This invention relates to an improved method of laser induced photothermal displacement spectroscopy (LIPDS) which is suitable for measuring the absorption spectra of solutions such as those of highly radioactive samples by remote control in a non-contact manner.
According to the invention, the chemical state and concentration of a specific ion can theoretically be measured in a selective manner and, in addition, the measurement is real-time, continuous and automatic. Therefore, the method of the invention has a particular advantage in that uranium, transuranic elements, nuclear fission products, corrosion products, etc. in solutions that occur in the reprocessing of spent fuels from nuclear power generators, as well as in highly radioactive liquid wastes can be analyzed either qualitatively or quantitatively by an in-line process (remote controlled and in a non-contact manner) in accordance with the specific chemical state of ion. Stated more specifically, not only the oxidation state of radioactive ions but also various complexes thereof can be analyzed by selective measurements of the chemical states and concentrations of ions.
Absorptiometric analysis is a conventionally employed method for measuring the absorption spectrum of solutions. According to this method, the absorption of light that has passed through a sample is measured and the absorption wavelength of the sample provides for its qualitative analysis whereas the absorbance its quantitative analysis. The method has various salient features such as the ability to perform selective measurement and analysis of ion's chemical state and concentration, a capability for nondestructive analysis, rapidity in measurement and ease of operations in measurement.

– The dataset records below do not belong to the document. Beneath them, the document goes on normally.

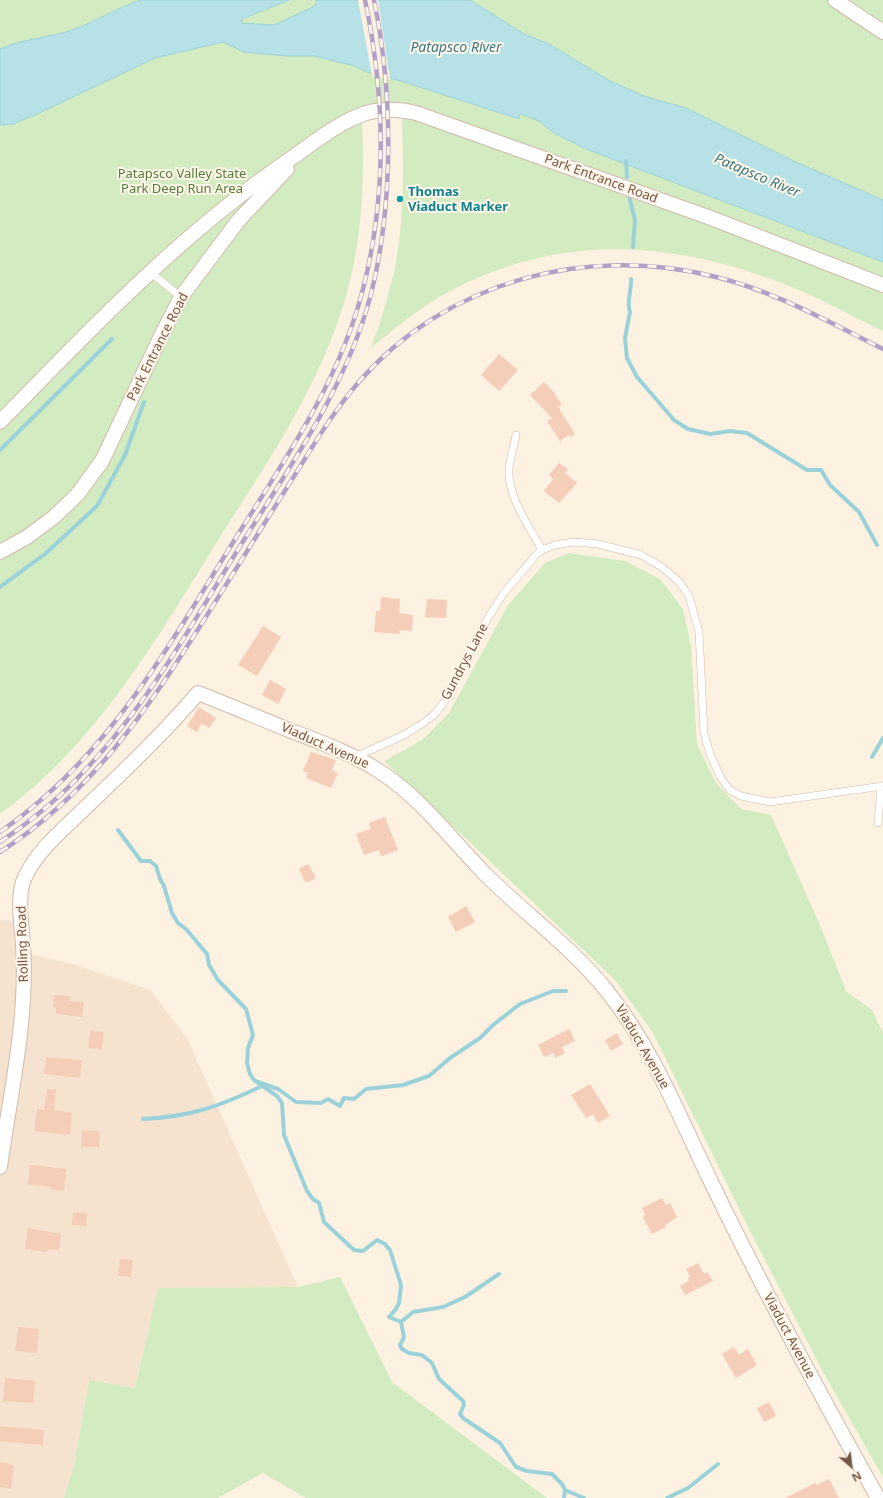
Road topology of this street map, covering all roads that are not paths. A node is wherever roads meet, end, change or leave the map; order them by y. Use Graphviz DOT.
graph roads {
  1 [pos="835,0"];
  2 [pos="883,32"];
  3 [pos="318,140"];
  4 [pos="150,272"];
  5 [pos="883,285"];
  6 [pos="181,297"];
  7 [pos="0,422"];
  8 [pos="516,435"];
  9 [pos="542,550"];
  10 [pos="0,552"];
  11 [pos="198,693"];
  12 [pos="355,757"];
  13 [pos="882,786"];
  14 [pos="878,823"];
  15 [pos="2,1133"];
  16 [pos="0,1167"];
  17 [pos="878,1498"];
  1 -- 2 [label="street"];
  3 -- 4 [label="street, Park Entrance Road"];
  3 -- 5 [label="street, Park Entrance Road"];
  3 -- 6 [label="street, Park Entrance Road"];
  4 -- 6 [label="lane"];
  4 -- 7 [label="street, Park Entrance Road"];
  6 -- 10 [label="street, Park Entrance Road"];
  8 -- 9 [label="lane"];
  9 -- 12 [label="lane, Gundrys Lane"];
  9 -- 13 [label="lane"];
  11 -- 12 [label="street, Viaduct Avenue"];
  11 -- 15 [label="street, Rolling Road"];
  12 -- 17 [label="street, Viaduct Avenue"];
  13 -- 14 [label="lane"];
  15 -- 16 [label="street, Rolling Road"];
}
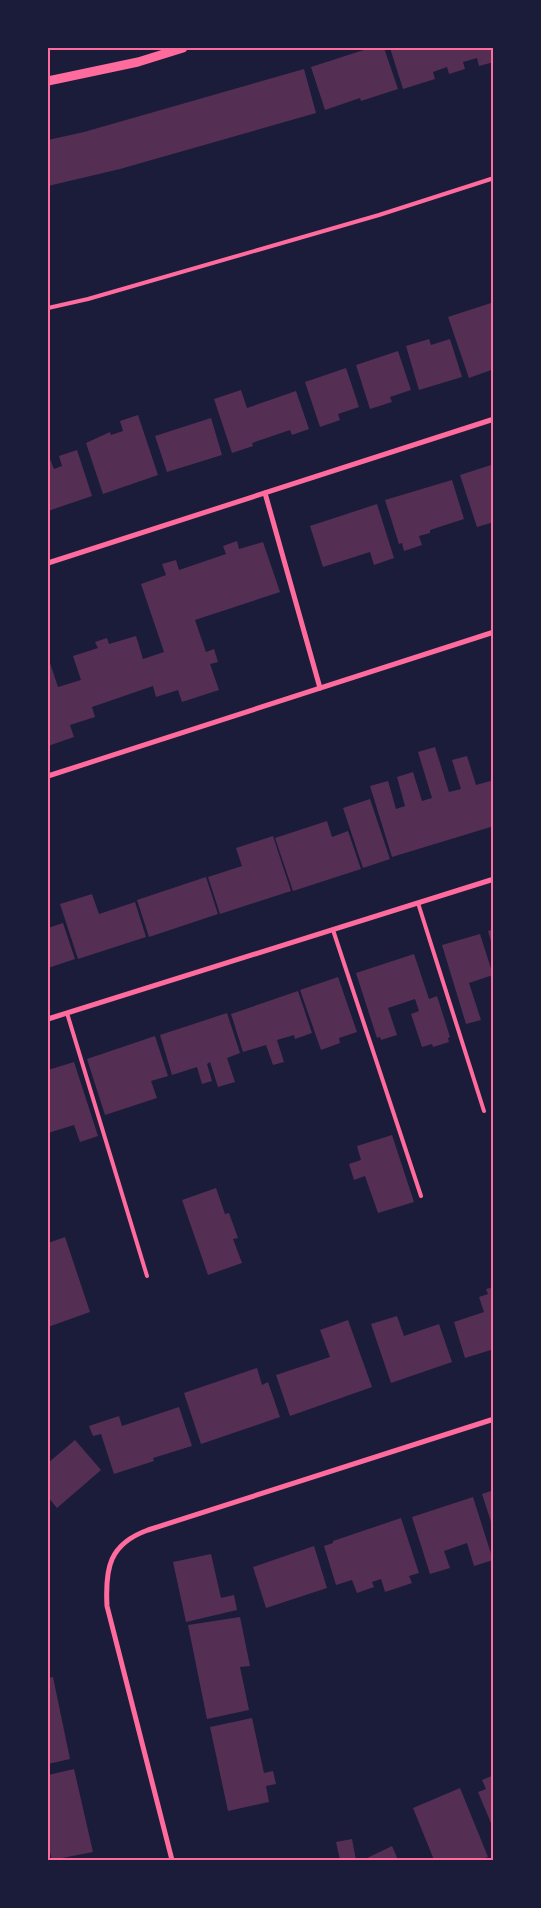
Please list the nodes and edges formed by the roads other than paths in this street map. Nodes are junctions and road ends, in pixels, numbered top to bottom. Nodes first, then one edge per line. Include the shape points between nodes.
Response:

While the chemical state and concentration of a particular ion can be selectively measured by several methods of analysis, absorptiometric analysis is the only method that can be applied in-line. Therefore, with a view to analyzing uranium and plutonium for achieving the accountability of nuclear fuels and the process control of facilities in the reprocessing of spent fuels from nuclear power generators, as well as for the purpose of monitoring the state of neptunium and other transuranic elements and for controlling their behavior, the development of a technology for in-line analysis by the absorptiometric approach is underway and there is an actual case of application of this method in the analysis of uranium.

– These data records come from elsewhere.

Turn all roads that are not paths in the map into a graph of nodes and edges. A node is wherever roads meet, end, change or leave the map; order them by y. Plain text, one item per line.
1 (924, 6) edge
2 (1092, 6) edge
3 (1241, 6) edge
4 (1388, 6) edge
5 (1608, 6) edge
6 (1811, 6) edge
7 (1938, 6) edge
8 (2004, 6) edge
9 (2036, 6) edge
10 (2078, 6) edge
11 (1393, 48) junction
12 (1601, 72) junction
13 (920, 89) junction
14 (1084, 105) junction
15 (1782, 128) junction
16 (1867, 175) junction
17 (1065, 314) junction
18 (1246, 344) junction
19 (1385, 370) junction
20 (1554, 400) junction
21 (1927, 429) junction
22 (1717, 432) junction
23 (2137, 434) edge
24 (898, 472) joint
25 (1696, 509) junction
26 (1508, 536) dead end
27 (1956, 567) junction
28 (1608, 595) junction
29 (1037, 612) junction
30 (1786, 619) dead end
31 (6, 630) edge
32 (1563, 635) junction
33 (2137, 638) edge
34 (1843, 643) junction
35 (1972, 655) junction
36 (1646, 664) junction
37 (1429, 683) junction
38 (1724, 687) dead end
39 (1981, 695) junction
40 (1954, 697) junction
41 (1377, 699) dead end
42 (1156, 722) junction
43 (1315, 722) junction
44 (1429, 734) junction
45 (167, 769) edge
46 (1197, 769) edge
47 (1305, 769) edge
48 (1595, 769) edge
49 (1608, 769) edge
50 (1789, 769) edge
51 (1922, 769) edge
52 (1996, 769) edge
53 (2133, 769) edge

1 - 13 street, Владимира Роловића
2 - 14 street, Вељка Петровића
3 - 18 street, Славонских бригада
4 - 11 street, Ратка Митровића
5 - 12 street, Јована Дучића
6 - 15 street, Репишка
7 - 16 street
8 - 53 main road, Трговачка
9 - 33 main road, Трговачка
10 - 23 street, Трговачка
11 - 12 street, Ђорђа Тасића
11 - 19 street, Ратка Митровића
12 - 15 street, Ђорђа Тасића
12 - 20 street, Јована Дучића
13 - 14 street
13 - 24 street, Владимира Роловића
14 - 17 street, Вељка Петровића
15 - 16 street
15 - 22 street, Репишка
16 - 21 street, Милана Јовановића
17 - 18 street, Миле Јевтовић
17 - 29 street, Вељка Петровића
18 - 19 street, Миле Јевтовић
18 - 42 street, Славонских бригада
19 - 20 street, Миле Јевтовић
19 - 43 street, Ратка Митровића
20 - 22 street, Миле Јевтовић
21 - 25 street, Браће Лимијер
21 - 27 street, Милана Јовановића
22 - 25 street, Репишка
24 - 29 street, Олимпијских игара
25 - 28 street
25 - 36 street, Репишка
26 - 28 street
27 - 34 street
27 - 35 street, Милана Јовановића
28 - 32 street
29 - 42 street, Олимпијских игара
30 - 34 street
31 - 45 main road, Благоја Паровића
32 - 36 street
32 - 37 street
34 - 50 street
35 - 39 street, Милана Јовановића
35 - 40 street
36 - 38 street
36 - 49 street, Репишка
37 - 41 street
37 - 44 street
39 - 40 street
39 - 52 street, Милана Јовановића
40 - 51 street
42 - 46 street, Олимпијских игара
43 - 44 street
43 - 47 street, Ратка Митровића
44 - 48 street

Photothermal spectroscopy is known to be capable of measuring the chemical states and concentrations of ions in solution with higher sensitivity than absorptiometric analysis and examples of this technique include photoacoustic spectroscopy, thermal lens spectroscopy and photothermal deflection spectroscopy. In absorptiometric analysis, the intensity of light transmission through a sample solution is taken as relative to the light transmittance through a reference solution, so the sensitivity of this method is not dependent on the intensity of the light source. In contrast, photothermal conversion analysis measures the absorbed light energy, so the signal intensity obtained in this method is dependent on the intensity of the light source. Therefore, in photothermal conversion analysis, a high-intensity light source such as laser light is used as an exciting light source to thereby provide a higher sensitivity in measurement than absorptiometric analysis.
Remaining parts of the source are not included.